## PROBLEM
Go through the entries below. Copy out every line that contains "main".

--- RECORDS SHOWN Enclosed Below ---

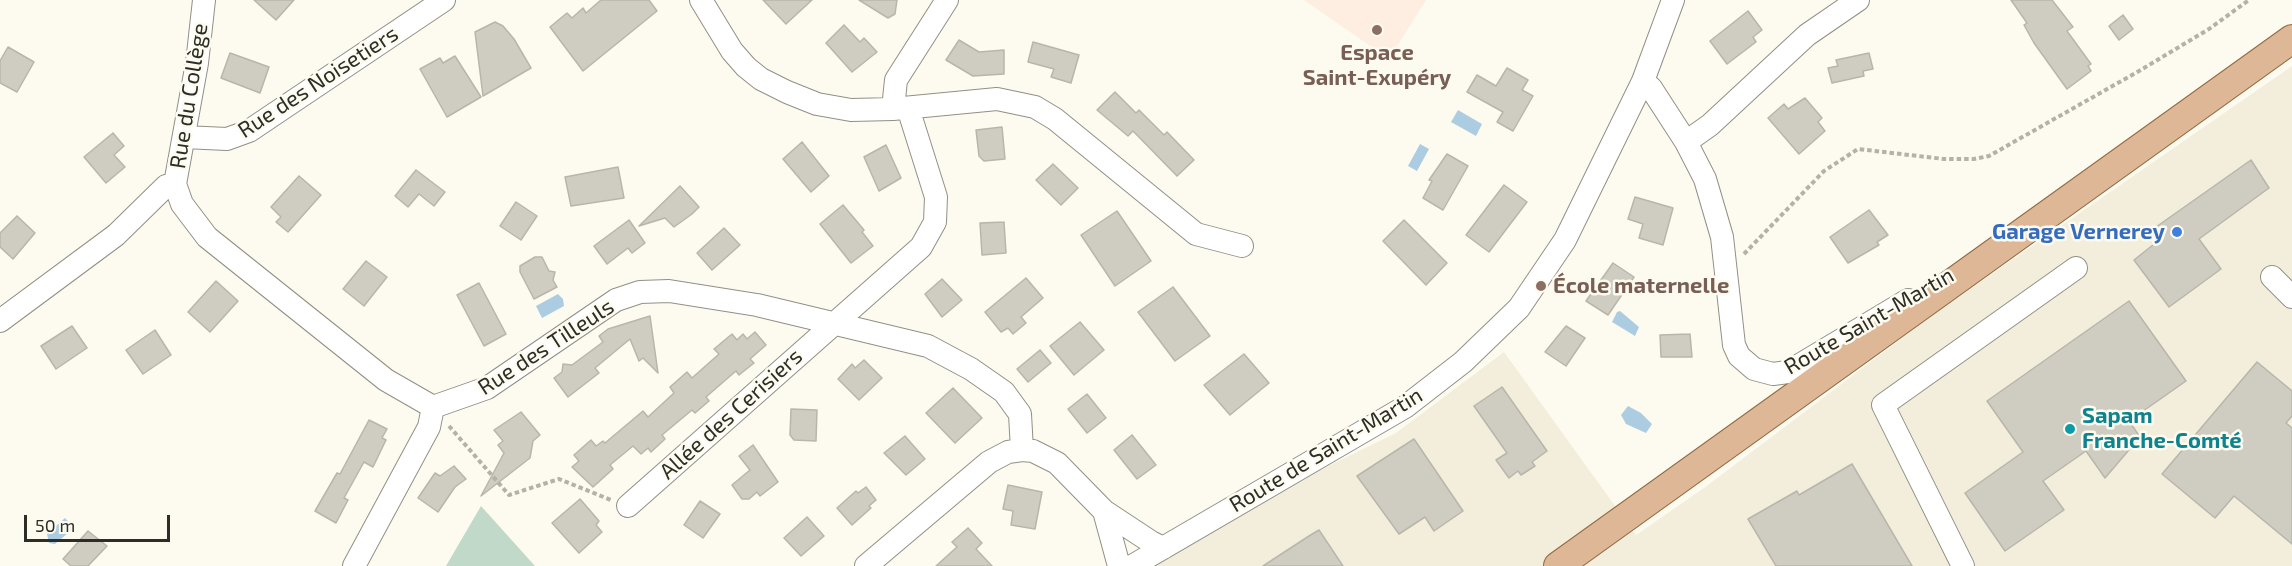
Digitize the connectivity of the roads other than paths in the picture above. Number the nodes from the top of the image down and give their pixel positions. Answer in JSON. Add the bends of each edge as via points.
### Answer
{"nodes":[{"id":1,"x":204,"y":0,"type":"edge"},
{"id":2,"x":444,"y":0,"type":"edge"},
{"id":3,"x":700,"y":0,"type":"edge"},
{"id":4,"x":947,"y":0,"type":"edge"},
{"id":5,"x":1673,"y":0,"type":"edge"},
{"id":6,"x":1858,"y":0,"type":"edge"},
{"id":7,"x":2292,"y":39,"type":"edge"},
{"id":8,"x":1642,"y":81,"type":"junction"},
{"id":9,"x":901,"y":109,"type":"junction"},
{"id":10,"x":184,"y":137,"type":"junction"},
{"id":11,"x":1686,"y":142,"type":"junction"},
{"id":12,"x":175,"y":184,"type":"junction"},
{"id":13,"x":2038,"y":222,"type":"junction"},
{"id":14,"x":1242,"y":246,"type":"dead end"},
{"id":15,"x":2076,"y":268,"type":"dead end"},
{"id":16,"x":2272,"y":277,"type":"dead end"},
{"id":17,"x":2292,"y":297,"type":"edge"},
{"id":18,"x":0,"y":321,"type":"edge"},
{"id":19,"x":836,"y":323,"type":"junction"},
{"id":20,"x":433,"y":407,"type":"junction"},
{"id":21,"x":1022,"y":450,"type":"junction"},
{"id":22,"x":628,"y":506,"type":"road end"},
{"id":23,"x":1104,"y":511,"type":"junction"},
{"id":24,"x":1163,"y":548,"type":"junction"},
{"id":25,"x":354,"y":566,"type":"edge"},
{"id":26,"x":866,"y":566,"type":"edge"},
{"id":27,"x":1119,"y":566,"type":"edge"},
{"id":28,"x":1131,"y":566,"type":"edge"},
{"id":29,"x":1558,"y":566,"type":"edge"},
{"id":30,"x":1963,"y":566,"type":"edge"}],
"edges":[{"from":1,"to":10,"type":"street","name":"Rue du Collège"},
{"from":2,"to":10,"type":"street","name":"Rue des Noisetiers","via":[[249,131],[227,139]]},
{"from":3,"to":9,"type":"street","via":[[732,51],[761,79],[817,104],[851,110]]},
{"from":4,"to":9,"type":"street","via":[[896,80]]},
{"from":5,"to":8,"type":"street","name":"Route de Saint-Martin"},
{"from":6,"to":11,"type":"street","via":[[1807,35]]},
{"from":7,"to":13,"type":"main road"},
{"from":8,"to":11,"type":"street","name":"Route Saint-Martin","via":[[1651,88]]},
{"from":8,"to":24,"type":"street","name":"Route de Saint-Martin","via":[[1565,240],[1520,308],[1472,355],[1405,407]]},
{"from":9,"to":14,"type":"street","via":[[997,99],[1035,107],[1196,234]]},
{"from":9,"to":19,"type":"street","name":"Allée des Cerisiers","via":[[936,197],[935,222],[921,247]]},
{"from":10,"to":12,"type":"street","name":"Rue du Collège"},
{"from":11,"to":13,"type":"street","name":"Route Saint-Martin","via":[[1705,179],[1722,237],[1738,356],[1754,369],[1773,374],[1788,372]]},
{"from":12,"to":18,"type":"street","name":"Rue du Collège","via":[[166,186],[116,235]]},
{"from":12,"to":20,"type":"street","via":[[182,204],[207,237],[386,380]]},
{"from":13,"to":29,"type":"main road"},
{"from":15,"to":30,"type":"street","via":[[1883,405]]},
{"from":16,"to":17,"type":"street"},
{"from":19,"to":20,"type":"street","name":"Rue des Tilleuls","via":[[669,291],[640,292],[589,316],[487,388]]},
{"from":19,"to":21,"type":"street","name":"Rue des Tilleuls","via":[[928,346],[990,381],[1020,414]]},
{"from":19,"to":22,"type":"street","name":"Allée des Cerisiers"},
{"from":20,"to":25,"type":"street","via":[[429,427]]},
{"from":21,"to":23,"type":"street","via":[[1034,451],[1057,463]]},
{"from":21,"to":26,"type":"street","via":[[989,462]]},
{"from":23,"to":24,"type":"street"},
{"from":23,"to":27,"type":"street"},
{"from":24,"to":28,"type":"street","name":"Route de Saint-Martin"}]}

--- End of Enclosed RECORDS SHOWN ---

## OUTPUT OF THE EXERCISE
{"from":7,"to":13,"type":"main road"},
{"from":13,"to":29,"type":"main road"},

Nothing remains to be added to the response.